Dans 72 pays, la contribution des sages-femmes, par une amélioration de l’accès aux soins, a permis la réduction de la mortalité maternelle.

Ce qui démontre combien les femmes sont des clés pour créer un avenir meilleur avec zéro décès maternel et néo-natal, argue Vardine Jean-Baptiste.

Le taux de mortalité maternelle en Haïti avoisinait les 630 décès pour 100 mille naissances vivantes, elons les derniers rapports émis par l’Organisation mondiale de la santé (Oms).

Ce taux de mortalité maternelle serait réduit à 153 pour 100 mille sur tout le territoire national, d’après le Ministère de la santé et de la population (Mspp), se référant à une enquête menée depuis 2014.

« Trop de femmes accouchent sans assistance de personnels qualifiés. Le taux de mortalité maternelle mondiale nous rappelle que mourir pendant l’accouchement est toujours un fléau, qui touche des centaines de milliers de femmes, 340 mille par an », soulève Vardine Jean-Baptiste.

La principale cause des décès de femmes, pendant l’accouchement, c’est le manque d’accès aux soins de santé qualifiés, c’est-à-dire à des centres de santé techniquement équipés, dont le personnel médical est formé à la prise en charge des urgences obstétricales.

« Les sages-femmes font plus que mettre au monde des bébés. Expertes de la physiologie, premiers maillons dans le dépistage des pathologies, les sages-femmes suivent leurs patientes tout au long de leur vie », signale Vardine Jean-Baptiste, insistant sur la nécessité d’une législation et d’une réglementation de la pratique de la profession de sages-femmes en Haïti.

Le Mspp a entrepris de construire des unités de soins obstétricaux néonataux d’urgence de base (Sonub) et des centres, en mesure de faire des césariennes.

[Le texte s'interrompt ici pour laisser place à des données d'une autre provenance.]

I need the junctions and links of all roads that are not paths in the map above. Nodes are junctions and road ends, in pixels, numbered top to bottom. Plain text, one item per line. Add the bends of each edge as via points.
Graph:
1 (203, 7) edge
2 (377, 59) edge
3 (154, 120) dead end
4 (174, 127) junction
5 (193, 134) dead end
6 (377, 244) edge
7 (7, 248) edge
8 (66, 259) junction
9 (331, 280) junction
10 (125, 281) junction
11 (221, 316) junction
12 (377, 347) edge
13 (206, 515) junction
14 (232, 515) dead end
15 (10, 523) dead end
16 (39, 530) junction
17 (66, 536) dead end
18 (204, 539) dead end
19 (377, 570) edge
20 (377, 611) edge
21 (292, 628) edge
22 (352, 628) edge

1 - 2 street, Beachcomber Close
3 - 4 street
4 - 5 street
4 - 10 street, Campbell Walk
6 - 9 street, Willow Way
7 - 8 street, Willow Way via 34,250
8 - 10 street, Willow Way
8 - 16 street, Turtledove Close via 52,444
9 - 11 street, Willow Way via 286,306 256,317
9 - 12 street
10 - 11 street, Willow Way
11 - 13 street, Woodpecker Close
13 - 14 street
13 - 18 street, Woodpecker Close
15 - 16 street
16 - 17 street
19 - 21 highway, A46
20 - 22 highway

« Dans le plan de santé, promu par le Mspp, nous devons arriver à mettre en place 100 Sonub, un nombre assez élevé pour trouver des sages-femmes. Pour chaque Sonub, il faut au moins six sages-femmes. Ce qui sous-entend qu’il faudra six cents (600) sages-femmes d’ici deux à cinq ans » (entre 2017 et 2020), fait savoir un fonctionnaire au Mspp, Dr Fritz Michel.

Au cours du mois de septembre 2015, une nouvelle école de sages-femmes devrait être ouverte dans la ville des Cayes (chef-lieu du département du Sud, à 191.3 km au sud de la capitale Port-au-Prince).

Le Mspp serait en négociation pour ouvrir une troisième école aux Gonaïves (chef-lieu du département de l’Artibonite, à 171 km au nord de la capitale) .

Parallèlement, est envisagée la mise en place de deux autres filières : la sage-femme praticienne, qui n’existe pas encore en Haïti, ainsi qu’une maitrise en sage-femme.

Créée, par décret, le 21 mars 1977, l’école des sages-femmes était affiliée, dans le temps, à la Faculté de médecine et de pharmacie (Fmp) de l’Université d’Etat d’Haïti (Ueh).

Après la suspension de ses activités, elle sera de nouveau opérationnelle que 24 ans plus tard (en octobre 2000) sous l’impulsion du ministère de la santé.